Problem to work on → Drop the images; return everything else in the listing below exactly.

Source information →

+ + + + +

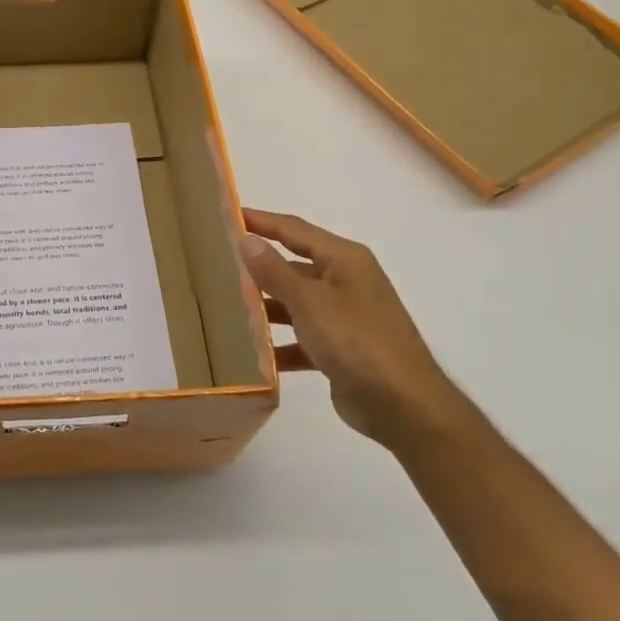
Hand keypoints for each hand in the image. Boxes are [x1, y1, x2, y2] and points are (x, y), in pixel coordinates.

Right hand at [240, 208, 464, 447]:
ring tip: (225, 308)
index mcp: (344, 259)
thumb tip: (246, 239)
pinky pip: (302, 338)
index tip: (226, 215)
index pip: (294, 229)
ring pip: (295, 303)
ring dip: (266, 307)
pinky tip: (252, 354)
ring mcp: (344, 316)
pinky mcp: (341, 349)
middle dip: (259, 266)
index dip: (261, 221)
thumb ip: (274, 271)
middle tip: (217, 263)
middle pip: (294, 265)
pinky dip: (280, 344)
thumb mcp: (309, 301)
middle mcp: (346, 281)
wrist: (403, 405)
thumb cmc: (356, 340)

+ + + + +

Answer space →
Hand keypoints for each hand in the image. Boxes are [x1, y1, x2, y2] and points are (x, y), in pixel coordinates.

Right hand at [240, 208, 464, 447]:
ring tip: (225, 308)
index mcp: (344, 259)
thumb tip: (246, 239)
pinky pip: (302, 338)
index tip: (226, 215)
index pip: (294, 229)
ring pip: (295, 303)
ring dip: (266, 307)
pinky tip: (252, 354)
ring mcp: (344, 316)
pinky mcp: (341, 349)
middle dip: (259, 266)
index dip: (261, 221)
thumb ip: (274, 271)
middle tip: (217, 263)
middle pip: (294, 265)
pinky dip: (280, 344)
thumb mcp: (309, 301)
middle mcp: (346, 281)
wrist: (403, 405)
thumb cmc: (356, 340)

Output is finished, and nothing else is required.